I arrived in my host village, Orkhon Soum, Selenge Province in August 2005. After 3 months of language training, the school picked me up in the provincial capital after I had taken a solemn oath to protect the U.S. Constitution and had officially sworn in to become a Peace Corps volunteer. We drove hours through lush and verdant countryside, on what was then one of Mongolia's only paved roads. The driver's name was Baatar (or Hero), and he would drive me countless times afterwards. Baatar was an expert driver, pausing for herds on the road, making sure the mix tape never stopped blaring, and prepared for any and all car malfunctions. We turned off the paved road onto a dirt track that must have predated the arrival of automobiles in Mongolia. We drove towards the village, now only minutes away. As we circumnavigated crumbling and moribund Soviet-era infrastructure (a machine shop, an industrial slaughterhouse) Bymbaa, the schools administrative manager remarked, "This is your home for the next two years. Welcome." It was at once beautiful and frightening. I barely spoke the language, hardly knew the people at that point, which terrified me, but the bucolic scenery reassured me. I would never have made it through the first bitter winter without the help of my newfound community. As the river froze, they taught me how to get water with an axe and a bucket; to keep me warm they taught me how to saw and chop wood, and how to tend a fire. At the end of that first winter, I remember seeing the first blade of grass on my walk to school. It was April, and then I knew that I had indeed made Orkhon my home. I will never forget that moment or the two years that followed.

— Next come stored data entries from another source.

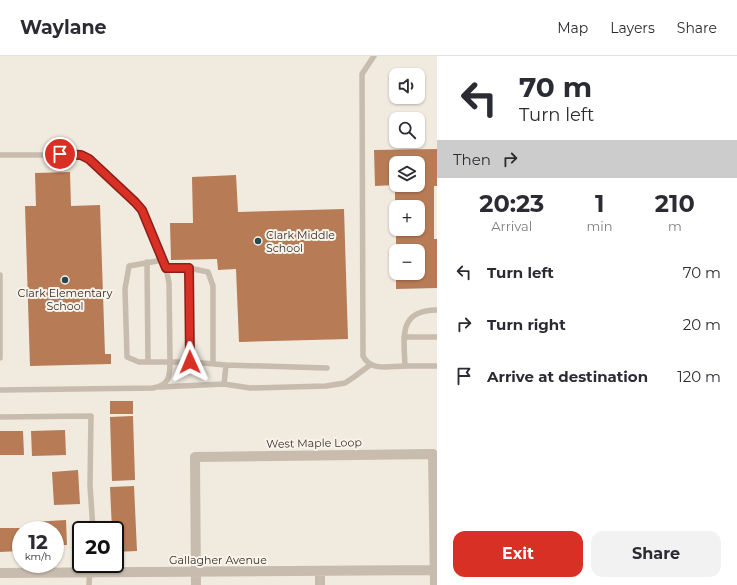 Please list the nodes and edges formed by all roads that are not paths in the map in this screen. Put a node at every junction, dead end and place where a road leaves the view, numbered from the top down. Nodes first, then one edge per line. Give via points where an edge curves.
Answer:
1 (374, 56) edge
2 (0, 155) edge
3 (163, 260) junction
4 (148, 262) junction
5 (166, 268) junction
6 (189, 268) junction
7 (0, 275) edge
8 (0, 294) edge
9 (437, 310) edge
10 (404, 337) junction
11 (437, 337) edge
12 (0, 358) edge
13 (148, 362) junction
14 (170, 362) junction
15 (190, 362) junction
16 (213, 364) junction
17 (226, 365) junction
18 (370, 365) junction
19 (405, 366) junction
20 (437, 366) edge
21 (327, 368) dead end
22 (224, 384) junction
23 (160, 387) junction
24 (0, 390) edge
25 (0, 417) edge
26 (92, 521) edge
27 (72, 569) edge
28 (124, 569) edge
29 (436, 570) edge
30 (320, 571) junction
31 (196, 572) junction
32 (0, 573) edge
33 (89, 573) edge
34 (89, 585) edge
35 (196, 585) edge
36 (320, 585) edge
37 (435, 585) edge

1 - 18 lane via 362,74 363,356
2 - 3 lane via 76,154 89,159 142,210
3 - 4 lane
3 - 5 lane
4 - 13 lane
4 - 13 lane via 129,266 125,289 127,357 139,362
5 - 6 lane
5 - 14 lane via 169,283
6 - 15 lane
6 - 16 lane via 208,272 213,286
7 - 8 lane
8 - 12 lane
9 - 10 lane via 424,310 413,315 406,324
10 - 11 lane
10 - 19 lane
13 - 14 lane
14 - 15 lane
14 - 23 lane via 168,380
15 - 16 lane
16 - 17 lane
17 - 21 lane
17 - 22 lane
18 - 19 lane
18 - 22 lane via 345,383 326,386 250,388
19 - 20 lane
22 - 23 lane
23 - 24 lane
25 - 26 lane via 91,416
27 - 32 street, Gallagher Avenue
28 - 31 street, Gallagher Avenue
29 - 30 street, Gallagher Avenue
29 - 31 street, West Maple Loop via 433,454 195,457
29 - 37 street
30 - 31 street, Gallagher Avenue
30 - 36 street
31 - 35 street
33 - 34 lane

In what ways did your Peace Corps experience affect your life and/or career decisions?

The Peace Corps certainly influenced both my academic and professional goals. Living at the mercy of the land and sky, I accidentally became an environmentalist. I took the GRE on a sunny day in the capital with 5 other volunteers and waited patiently for the results to arrive by Mongol Post. I gratefully have Peace Corps fellowships in both of my colleges at the University of Michigan: The School of Natural Resources and Environment and the Ford School of Public Policy, where I am pursuing a dual degree.

What advice would you give to others who are contemplating going into the Peace Corps?

If you want to change the world, you should join. If you seek adventure, you should join. If you have an open mind, you will indeed have a journey and become a more culturally sensitive member of humanity in the process. You might change the world, too.

What is the value gained from the Peace Corps experience?

For me the value of the Peace Corps is friendship and shared sentimentality. I made and maintain many friendships from my time volunteering. I know I can wander into the Mongolian countryside at any point in my life and find someone I know.

What lessons did you learn in the Peace Corps that you carry with you today?

The primal lesson I take with me wherever I go is that people are people before anything else, including race, ethnicity, nationality, gender and sexuality, religious belief, political affiliations, et cetera.